* Your assignment *
Go line by line through the entries and show those that hold the string "Patterson".

* Extracted data *

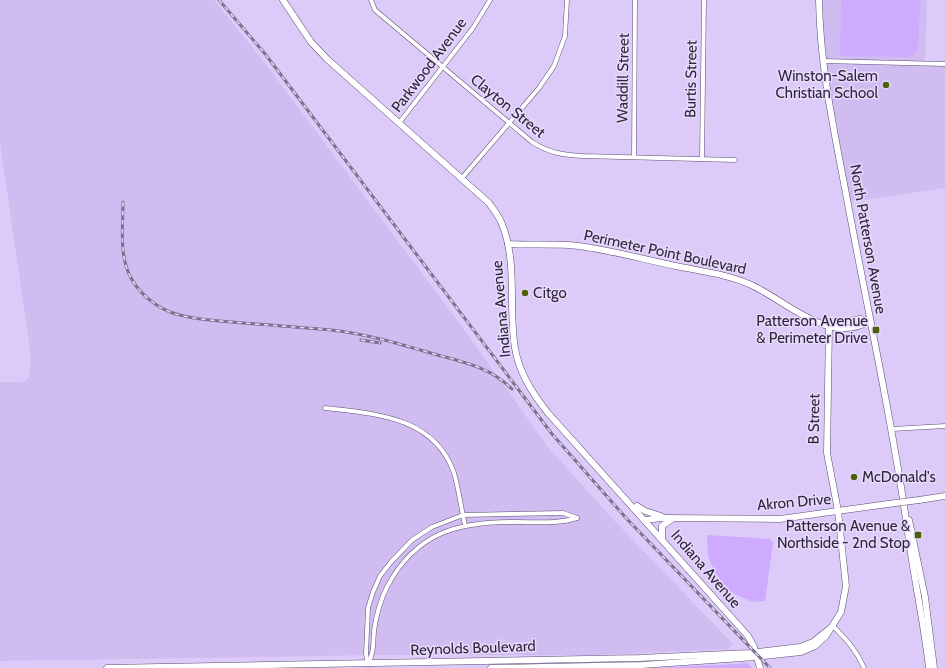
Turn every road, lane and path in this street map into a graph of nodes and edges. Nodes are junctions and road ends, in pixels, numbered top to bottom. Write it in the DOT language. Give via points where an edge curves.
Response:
graph roads {
  1 [pos="283,0"];
  2 [pos="371,0"];
  3 [pos="490,0"];
  4 [pos="567,0"];
  5 [pos="636,0"];
  6 [pos="704,0"];
  7 [pos="819,0"];
  8 [pos="823,61"];
  9 [pos="945,64"];
  10 [pos="442,68"];
  11 [pos="399,123"];
  12 [pos="508,123"];
  13 [pos="634,157"];
  14 [pos="702,159"];
  15 [pos="735,160"];
  16 [pos="462,178"];
  17 [pos="508,244"];
  18 [pos="870,321"];
  19 [pos="829,325"];
  20 [pos="325,408"];
  21 [pos="945,426"];
  22 [pos="892,429"];
  23 [pos="945,496"];
  24 [pos="625,498"];
  25 [pos="905,504"];
  26 [pos="838,511"];
  27 [pos="463,515"];
  28 [pos="672,518"];
  29 [pos="645,520"];
  30 [pos="465,525"];
  31 [pos="662,539"];
  32 [pos="833,626"];
  33 [pos="756,655"];
  34 [pos="368,666"];
  35 [pos="107,668"];
  36 [pos="491,668"];
  37 [pos="760,668"];
  38 [pos="864,668"];
  39 [pos="929,668"];
  40 [pos="934,668"];
  1 -- 11 [label="main road, Indiana Avenue" via="306,35 327,59"];
  2 -- 10 [label="street, Clayton Street" via="375,10"];
  3 -- 10 [label="street, Parkwood Avenue"];
  4 -- 12 [label="street" via="565,36 556,62 539,88"];
  5 -- 13 [label="street, Waddill Street"];
  6 -- 14 [label="street, Burtis Street"];
  7 -- 8 [label="main road, North Patterson Avenue"];
  8 -- 9 [label="street"];
  8 -- 18 [label="main road, North Patterson Avenue"];
  10 -- 11 [label="street, Parkwood Avenue"];
  10 -- 12 [label="street, Clayton Street"];
  11 -- 16 [label="main road, Indiana Avenue"];
  12 -- 13 [label="street, Clayton Street" via="542,149 555,154"];
  12 -- 16 [label="street"];
  13 -- 14 [label="street, Clayton Street"];
  14 -- 15 [label="street, Clayton Street"];
  16 -- 17 [label="main road, Indiana Avenue" via="489,203 501,222"];
  17 -- 19 [label="main road, Perimeter Point Boulevard" via="579,246 740,280 764,291 801,315"];
  17 -- 24 [label="main road, Indiana Avenue" via="512,267 514,342 522,372 548,414"];
  18 -- 19 [label="main road, Perimeter Point Boulevard" via="861,326"];
  18 -- 22 [label="main road, North Patterson Avenue"];
  19 -- 26 [label="main road, B Street" via="827,452"];
  20 -- 27 [label="street" via="391,417 412,425 425,434 439,447 454,474"];
  21 -- 22 [label="street"];
  22 -- 25 [label="main road, North Patterson Avenue"];
  23 -- 26 [label="main road, Akron Drive, bridge"];
  24 -- 28 [label="main road" via="643,510"];
  24 -- 29 [label="main road, Indiana Avenue"];
  25 -- 39 [label="main road, North Patterson Avenue"];
  25 -- 40 [label="main road, North Patterson Avenue" via="919,560"];
  26 -- 28 [label="main road, Akron Drive" via="780,519"];
  26 -- 32 [label="main road, Reynolds Boulevard" via="846,586 843,606"];
  27 -- 30 [label="street"];
  27 -- 30 [label="street" via="563,513 577,518 563,523 500,522"];
  27 -- 34 [label="street" via="432,527 412,540 380,576 368,608"];
  28 -- 29 [label="main road, Akron Drive"];
  28 -- 31 [label="main road" via="662,526"];
  29 -- 31 [label="main road, Indiana Avenue"];
  30 -- 34 [label="street" via="451,528 429,540 411,554 392,577 377,615 373,654"];
  31 -- 33 [label="main road, Indiana Avenue" via="748,636"];
  32 -- 33 [label="main road, Reynolds Boulevard" via="815,646 801,652"];
  32 -- 38 [label="street" via="853,647"];
  33 -- 34 [label="main road, Reynolds Boulevard"];
  33 -- 36 [label="main road, Reynolds Boulevard" via="642,665"];
  33 -- 37 [label="main road, Indiana Avenue"];
  34 -- 35 [label="main road, Reynolds Boulevard"];
}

* Task solution *
  7 -- 8 [label="main road, North Patterson Avenue"];
  8 -- 18 [label="main road, North Patterson Avenue"];
  18 -- 22 [label="main road, North Patterson Avenue"];
  22 -- 25 [label="main road, North Patterson Avenue"];
  25 -- 39 [label="main road, North Patterson Avenue"];
  25 -- 40 [label="main road, North Patterson Avenue" via="919,560"];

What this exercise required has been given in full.